WORK TO COMPLETE: Scan the material for the string "junction" and copy out every line in which it occurs.

● ● ● ● ●

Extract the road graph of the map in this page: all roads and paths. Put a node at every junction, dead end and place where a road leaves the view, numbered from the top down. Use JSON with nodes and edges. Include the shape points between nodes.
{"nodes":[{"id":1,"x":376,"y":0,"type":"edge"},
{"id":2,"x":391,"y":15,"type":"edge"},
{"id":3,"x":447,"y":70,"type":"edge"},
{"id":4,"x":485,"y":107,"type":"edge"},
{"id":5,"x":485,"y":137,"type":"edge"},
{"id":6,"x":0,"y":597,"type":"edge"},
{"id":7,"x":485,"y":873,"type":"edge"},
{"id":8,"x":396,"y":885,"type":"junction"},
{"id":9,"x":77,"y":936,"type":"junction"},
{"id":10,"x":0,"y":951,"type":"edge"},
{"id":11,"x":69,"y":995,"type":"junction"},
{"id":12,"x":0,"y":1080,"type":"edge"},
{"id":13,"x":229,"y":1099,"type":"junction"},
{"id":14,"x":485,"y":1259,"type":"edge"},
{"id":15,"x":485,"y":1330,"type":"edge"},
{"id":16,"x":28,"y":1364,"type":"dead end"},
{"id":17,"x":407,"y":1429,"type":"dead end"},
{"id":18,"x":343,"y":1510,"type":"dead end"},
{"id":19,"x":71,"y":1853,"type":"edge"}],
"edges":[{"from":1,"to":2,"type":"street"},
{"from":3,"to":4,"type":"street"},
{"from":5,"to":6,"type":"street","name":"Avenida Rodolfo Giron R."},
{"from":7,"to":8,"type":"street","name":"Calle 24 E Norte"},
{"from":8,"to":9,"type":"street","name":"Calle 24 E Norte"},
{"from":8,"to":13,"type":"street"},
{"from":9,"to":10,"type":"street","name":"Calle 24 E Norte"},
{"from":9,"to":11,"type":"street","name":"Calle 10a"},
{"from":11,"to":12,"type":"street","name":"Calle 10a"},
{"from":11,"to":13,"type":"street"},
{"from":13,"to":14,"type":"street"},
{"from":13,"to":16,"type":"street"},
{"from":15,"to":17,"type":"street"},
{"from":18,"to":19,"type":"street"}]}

● ● ● ● ●

RESULT OF THE TASK:
Extract the road graph of the map in this page: all roads and paths. Put a node at every junction, dead end and place where a road leaves the view, numbered from the top down. Use JSON with nodes and edges. Include the shape points between nodes.
{"id":8,"x":396,"y":885,"type":"junction"},
{"id":9,"x":77,"y":936,"type":"junction"},
{"id":11,"x":69,"y":995,"type":"junction"},
{"id":13,"x":229,"y":1099,"type":"junction"},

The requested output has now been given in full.